#### [Exercise instructions]
How many lines in the records below contain "strlen"? Reply with the number alone.

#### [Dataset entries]
• • • •

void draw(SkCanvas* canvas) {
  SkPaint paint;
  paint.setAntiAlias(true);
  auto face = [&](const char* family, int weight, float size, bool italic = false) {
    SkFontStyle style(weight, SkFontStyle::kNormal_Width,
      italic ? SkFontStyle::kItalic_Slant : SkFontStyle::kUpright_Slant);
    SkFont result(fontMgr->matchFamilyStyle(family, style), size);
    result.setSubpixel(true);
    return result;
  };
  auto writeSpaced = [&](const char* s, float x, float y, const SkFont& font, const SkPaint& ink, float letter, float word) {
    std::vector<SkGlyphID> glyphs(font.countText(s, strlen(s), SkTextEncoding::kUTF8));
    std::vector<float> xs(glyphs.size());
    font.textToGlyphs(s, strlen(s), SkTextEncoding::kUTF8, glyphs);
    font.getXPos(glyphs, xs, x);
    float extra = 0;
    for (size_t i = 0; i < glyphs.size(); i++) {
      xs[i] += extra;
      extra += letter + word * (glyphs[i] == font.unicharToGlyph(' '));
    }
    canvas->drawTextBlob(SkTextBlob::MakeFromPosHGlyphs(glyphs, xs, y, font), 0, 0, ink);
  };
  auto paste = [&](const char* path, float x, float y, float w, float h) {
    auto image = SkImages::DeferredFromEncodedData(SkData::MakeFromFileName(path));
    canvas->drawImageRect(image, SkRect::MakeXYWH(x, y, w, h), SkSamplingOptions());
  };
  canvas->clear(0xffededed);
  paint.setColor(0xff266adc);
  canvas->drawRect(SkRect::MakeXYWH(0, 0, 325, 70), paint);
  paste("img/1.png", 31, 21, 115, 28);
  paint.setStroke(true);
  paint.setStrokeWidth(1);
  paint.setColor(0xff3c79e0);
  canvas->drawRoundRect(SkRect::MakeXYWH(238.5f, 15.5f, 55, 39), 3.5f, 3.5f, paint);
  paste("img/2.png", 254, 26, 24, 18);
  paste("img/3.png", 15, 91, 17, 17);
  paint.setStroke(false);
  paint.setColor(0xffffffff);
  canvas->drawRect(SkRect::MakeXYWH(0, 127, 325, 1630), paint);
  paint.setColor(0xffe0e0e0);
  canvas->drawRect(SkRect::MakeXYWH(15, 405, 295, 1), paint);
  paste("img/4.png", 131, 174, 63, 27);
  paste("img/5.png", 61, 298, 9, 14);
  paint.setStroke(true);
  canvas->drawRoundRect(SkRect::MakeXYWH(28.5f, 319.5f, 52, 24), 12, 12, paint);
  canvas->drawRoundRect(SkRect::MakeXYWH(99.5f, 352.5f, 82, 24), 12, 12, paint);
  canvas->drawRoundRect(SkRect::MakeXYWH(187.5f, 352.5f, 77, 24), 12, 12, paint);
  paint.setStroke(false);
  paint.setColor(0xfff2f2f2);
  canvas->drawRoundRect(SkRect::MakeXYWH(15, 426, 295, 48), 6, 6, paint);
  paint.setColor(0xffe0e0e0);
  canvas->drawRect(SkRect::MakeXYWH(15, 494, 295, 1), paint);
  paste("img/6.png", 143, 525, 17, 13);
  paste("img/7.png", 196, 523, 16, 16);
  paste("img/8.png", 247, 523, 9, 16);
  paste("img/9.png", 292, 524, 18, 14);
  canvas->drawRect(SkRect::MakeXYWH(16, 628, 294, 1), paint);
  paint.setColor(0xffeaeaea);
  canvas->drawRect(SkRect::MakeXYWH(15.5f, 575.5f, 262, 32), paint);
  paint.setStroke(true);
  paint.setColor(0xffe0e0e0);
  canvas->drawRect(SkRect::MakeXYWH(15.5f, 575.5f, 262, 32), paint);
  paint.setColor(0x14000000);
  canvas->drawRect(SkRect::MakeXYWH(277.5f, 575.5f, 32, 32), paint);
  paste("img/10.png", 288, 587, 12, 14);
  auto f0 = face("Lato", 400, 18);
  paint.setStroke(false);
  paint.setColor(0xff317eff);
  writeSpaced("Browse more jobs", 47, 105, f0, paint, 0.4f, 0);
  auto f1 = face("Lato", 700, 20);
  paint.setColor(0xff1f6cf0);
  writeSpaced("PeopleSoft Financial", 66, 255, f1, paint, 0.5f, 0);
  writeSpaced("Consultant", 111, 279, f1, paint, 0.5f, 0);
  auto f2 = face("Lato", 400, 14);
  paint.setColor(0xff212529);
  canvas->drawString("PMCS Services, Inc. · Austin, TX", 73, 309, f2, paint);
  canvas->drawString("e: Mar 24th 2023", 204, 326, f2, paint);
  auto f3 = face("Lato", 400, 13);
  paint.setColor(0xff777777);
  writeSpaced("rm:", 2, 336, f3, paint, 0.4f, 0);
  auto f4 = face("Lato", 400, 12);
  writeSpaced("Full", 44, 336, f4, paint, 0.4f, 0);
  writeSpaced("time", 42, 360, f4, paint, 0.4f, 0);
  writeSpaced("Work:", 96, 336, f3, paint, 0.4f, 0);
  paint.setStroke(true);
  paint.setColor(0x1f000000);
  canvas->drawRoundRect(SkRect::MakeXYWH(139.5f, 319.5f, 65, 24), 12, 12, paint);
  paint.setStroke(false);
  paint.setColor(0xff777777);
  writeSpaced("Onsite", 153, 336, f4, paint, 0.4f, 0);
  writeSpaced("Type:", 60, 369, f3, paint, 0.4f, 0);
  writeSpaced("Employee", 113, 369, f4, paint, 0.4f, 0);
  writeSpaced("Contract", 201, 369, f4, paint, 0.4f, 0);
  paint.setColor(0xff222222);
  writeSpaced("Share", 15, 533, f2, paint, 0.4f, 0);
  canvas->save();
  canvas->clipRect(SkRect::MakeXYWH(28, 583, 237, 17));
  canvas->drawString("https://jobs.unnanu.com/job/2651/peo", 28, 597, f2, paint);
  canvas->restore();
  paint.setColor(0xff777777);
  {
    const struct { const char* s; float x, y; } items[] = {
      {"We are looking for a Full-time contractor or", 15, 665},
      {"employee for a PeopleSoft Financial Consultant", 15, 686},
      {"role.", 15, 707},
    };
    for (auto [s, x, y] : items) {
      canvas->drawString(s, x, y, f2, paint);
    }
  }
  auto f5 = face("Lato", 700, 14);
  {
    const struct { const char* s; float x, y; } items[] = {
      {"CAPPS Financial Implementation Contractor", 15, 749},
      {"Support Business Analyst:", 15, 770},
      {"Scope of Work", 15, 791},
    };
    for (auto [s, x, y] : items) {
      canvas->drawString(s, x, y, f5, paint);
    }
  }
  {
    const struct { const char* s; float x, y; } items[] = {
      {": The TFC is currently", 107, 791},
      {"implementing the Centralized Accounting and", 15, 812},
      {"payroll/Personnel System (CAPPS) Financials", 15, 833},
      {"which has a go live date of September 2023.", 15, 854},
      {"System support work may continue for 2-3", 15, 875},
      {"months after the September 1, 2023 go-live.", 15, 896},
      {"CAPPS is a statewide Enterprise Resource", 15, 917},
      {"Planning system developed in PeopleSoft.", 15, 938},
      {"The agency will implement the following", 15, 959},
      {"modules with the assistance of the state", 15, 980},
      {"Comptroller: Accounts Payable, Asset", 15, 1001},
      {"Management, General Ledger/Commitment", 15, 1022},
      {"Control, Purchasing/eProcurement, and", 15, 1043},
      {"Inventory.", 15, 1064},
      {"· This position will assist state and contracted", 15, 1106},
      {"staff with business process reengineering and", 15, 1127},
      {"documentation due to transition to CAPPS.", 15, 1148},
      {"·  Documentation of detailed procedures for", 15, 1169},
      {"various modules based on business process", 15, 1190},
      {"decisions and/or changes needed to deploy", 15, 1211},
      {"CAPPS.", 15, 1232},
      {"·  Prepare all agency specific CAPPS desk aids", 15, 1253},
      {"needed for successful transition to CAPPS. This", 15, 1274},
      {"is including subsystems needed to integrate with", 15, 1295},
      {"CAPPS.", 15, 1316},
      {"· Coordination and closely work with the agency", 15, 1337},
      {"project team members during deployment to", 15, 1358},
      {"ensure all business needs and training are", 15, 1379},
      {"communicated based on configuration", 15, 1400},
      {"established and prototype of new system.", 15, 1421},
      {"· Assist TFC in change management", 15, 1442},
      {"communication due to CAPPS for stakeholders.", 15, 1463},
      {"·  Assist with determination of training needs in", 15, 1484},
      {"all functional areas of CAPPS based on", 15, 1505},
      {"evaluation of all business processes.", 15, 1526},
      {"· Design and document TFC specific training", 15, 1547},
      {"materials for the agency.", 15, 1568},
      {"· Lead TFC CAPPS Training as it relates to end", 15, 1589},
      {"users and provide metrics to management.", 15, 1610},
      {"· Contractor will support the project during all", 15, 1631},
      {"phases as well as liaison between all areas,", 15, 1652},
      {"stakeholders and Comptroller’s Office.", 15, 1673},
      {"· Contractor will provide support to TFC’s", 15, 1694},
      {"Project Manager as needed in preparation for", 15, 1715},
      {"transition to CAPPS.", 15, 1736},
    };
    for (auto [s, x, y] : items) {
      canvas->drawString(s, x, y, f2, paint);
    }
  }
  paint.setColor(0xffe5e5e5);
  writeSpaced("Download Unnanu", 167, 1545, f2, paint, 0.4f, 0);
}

• • • •

#### [Task result]
2